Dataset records

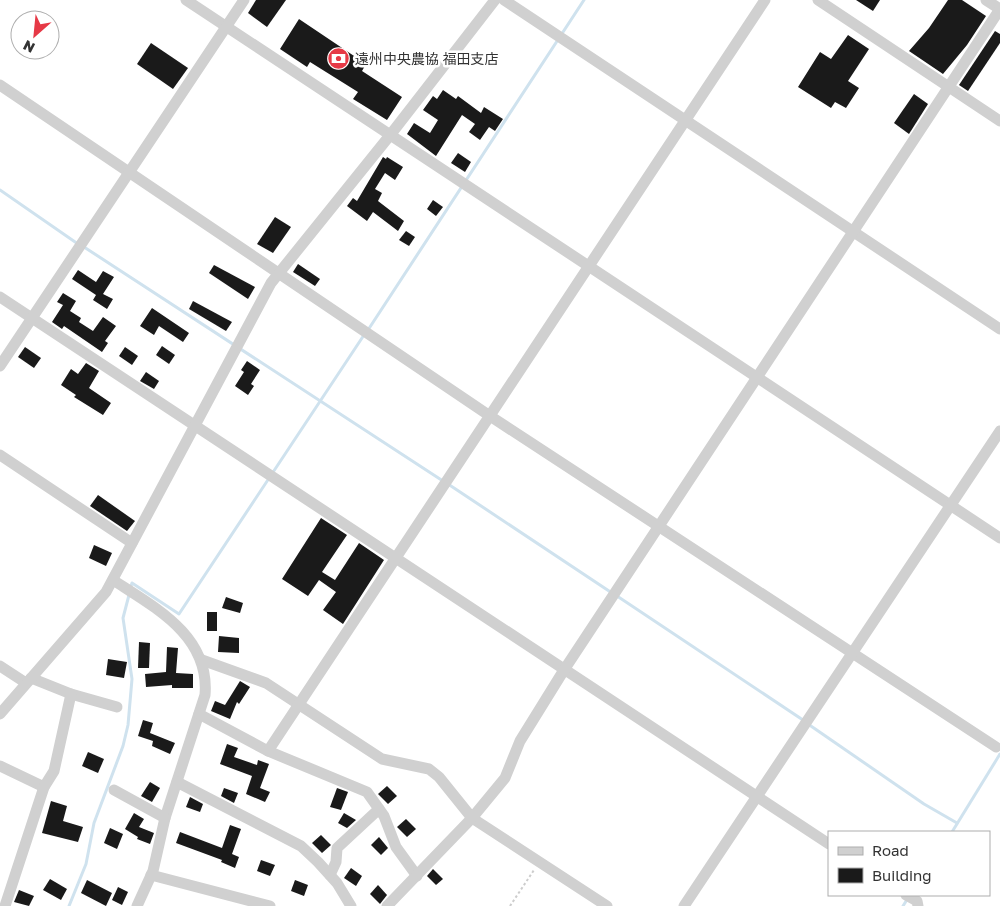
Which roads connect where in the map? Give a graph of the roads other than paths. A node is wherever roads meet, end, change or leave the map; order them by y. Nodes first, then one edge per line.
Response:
1 (186, 0) edge
2 (244, 0) edge
3 (495, 0) edge
4 (504, 0) edge
5 (765, 0) edge
6 (818, 0) edge
7 (986, 0) edge
8 (1000, 9) edge
9 (226, 26) junction
10 (0, 85) edge
11 (949, 86) junction
12 (684, 120) junction
13 (1000, 120) edge
14 (391, 134) junction
15 (129, 172) junction
16 (853, 232) junction
17 (589, 265) junction
18 (280, 273) junction
19 (0, 297) edge
20 (32, 318) junction
21 (1000, 330) edge
22 (0, 366) edge
23 (757, 377) junction
24 (490, 416) junction
25 (194, 424) junction
26 (1000, 431) edge
27 (0, 455) edge
28 (950, 505) junction
29 (659, 528) junction
30 (1000, 538) edge
31 (132, 543) junction
32 (395, 557) junction
33 (113, 580) junction
34 (854, 654) junction
35 (202, 660) junction
36 (0, 666) edge
37 (564, 670) junction
38 (29, 681) junction
39 (71, 694) junction
40 (298, 703) junction
41 (117, 708) dead end
42 (0, 714) edge
43 (199, 714) junction
44 (996, 747) dead end
45 (268, 751) junction
46 (0, 766) edge
47 (177, 782) junction
48 (44, 787) junction
49 (114, 790) dead end
50 (756, 796) junction
51 (379, 809) junction
52 (165, 818) junction
53 (472, 818) junction
54 (828, 843) edge
55 (152, 874) junction
56 (330, 875) junction
57 (417, 876) junction
58 (908, 896) edge
59 (4, 899) edge
60 (138, 906) edge
61 (270, 906) edge
62 (351, 906) edge
63 (387, 906) edge
64 (607, 906) edge
65 (684, 906) edge
66 (918, 906) edge

1 - 9 street
2 - 9 street
3 - 14 street
4 - 12 street
5 - 12 street
6 - 11 street
7 - 8 street
8 - 11 street
9 - 14 street
9 - 15 street
10 - 15 street
11 - 13 street
11 - 16 street
12 - 16 street
12 - 17 street
14 - 17 street
14 - 18 street
15 - 18 street
15 - 20 street
16 - 21 street
16 - 23 street
17 - 23 street
17 - 24 street
18 - 24 street
18 - 25 street
19 - 20 street
20 - 22 street
20 - 25 street
23 - 28 street
23 - 29 street
24 - 29 street
24 - 32 street
25 - 31 street
25 - 32 street
26 - 28 street
27 - 31 street
28 - 30 street
28 - 34 street
29 - 34 street
29 - 37 street
31 - 33 street
32 - 37 street
32 - 40 street
33 - 35 street
33 - 38 street
34 - 44 street
34 - 50 street
35 - 40 street
35 - 43 street
36 - 38 street
37 - 50 street
37 - 53 street
38 - 39 street
38 - 42 street
39 - 41 street
39 - 48 street
40 - 45 street
40 - 53 street
43 - 45 street
43 - 47 street
45 - 51 street
46 - 48 street
47 - 52 street
47 - 56 street
48 - 59 street
49 - 52 street
50 - 54 street
50 - 65 street
51 - 56 street
51 - 57 street
52 - 55 street
53 - 57 street
53 - 64 street
55 - 60 street
55 - 61 street
56 - 62 street
57 - 63 street
58 - 66 street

## WHAT THE TASK ASKS
Write out every line of the entries above exactly, and omit their pictures.

## SOLUTION TO THIS PROBLEM
Which roads connect where in the map? Give a graph of the roads other than paths. A node is wherever roads meet, end, change or leave the map; order them by y. Nodes first, then one edge per line.
Response:
1 (186, 0) edge
2 (244, 0) edge
3 (495, 0) edge
4 (504, 0) edge
5 (765, 0) edge
6 (818, 0) edge
7 (986, 0) edge
8 (1000, 9) edge
9 (226, 26) junction
10 (0, 85) edge
11 (949, 86) junction
12 (684, 120) junction
13 (1000, 120) edge
14 (391, 134) junction
15 (129, 172) junction
16 (853, 232) junction
17 (589, 265) junction
18 (280, 273) junction
19 (0, 297) edge
20 (32, 318) junction
21 (1000, 330) edge
22 (0, 366) edge
23 (757, 377) junction
24 (490, 416) junction
25 (194, 424) junction
26 (1000, 431) edge
27 (0, 455) edge
28 (950, 505) junction
29 (659, 528) junction
30 (1000, 538) edge
31 (132, 543) junction
32 (395, 557) junction
33 (113, 580) junction
34 (854, 654) junction
35 (202, 660) junction
36 (0, 666) edge
37 (564, 670) junction
38 (29, 681) junction
39 (71, 694) junction
40 (298, 703) junction
41 (117, 708) dead end
42 (0, 714) edge
43 (199, 714) junction
44 (996, 747) dead end
45 (268, 751) junction
46 (0, 766) edge
47 (177, 782) junction
48 (44, 787) junction
49 (114, 790) dead end
50 (756, 796) junction
51 (379, 809) junction
52 (165, 818) junction
53 (472, 818) junction
54 (828, 843) edge
55 (152, 874) junction
56 (330, 875) junction
57 (417, 876) junction
58 (908, 896) edge
59 (4, 899) edge
60 (138, 906) edge
61 (270, 906) edge
62 (351, 906) edge
63 (387, 906) edge
64 (607, 906) edge
65 (684, 906) edge
66 (918, 906) edge

1 - 9 street
2 - 9 street
3 - 14 street
4 - 12 street
5 - 12 street
6 - 11 street
7 - 8 street
8 - 11 street
9 - 14 street
9 - 15 street
10 - 15 street
11 - 13 street
11 - 16 street
12 - 16 street
12 - 17 street
14 - 17 street
14 - 18 street
15 - 18 street
15 - 20 street
16 - 21 street
16 - 23 street
17 - 23 street
17 - 24 street
18 - 24 street
18 - 25 street
19 - 20 street
20 - 22 street
20 - 25 street
23 - 28 street
23 - 29 street
24 - 29 street
24 - 32 street
25 - 31 street
25 - 32 street
26 - 28 street
27 - 31 street
28 - 30 street
28 - 34 street
29 - 34 street
29 - 37 street
31 - 33 street
32 - 37 street
32 - 40 street
33 - 35 street
33 - 38 street
34 - 44 street
34 - 50 street
35 - 40 street
35 - 43 street
36 - 38 street
37 - 50 street
37 - 53 street
38 - 39 street
38 - 42 street
39 - 41 street
39 - 48 street
40 - 45 street
40 - 53 street
43 - 45 street
43 - 47 street
45 - 51 street
46 - 48 street
47 - 52 street
47 - 56 street
48 - 59 street
49 - 52 street
50 - 54 street
50 - 65 street
51 - 56 street
51 - 57 street
52 - 55 street
53 - 57 street
53 - 64 street
55 - 60 street
55 - 61 street
56 - 62 street
57 - 63 street
58 - 66 street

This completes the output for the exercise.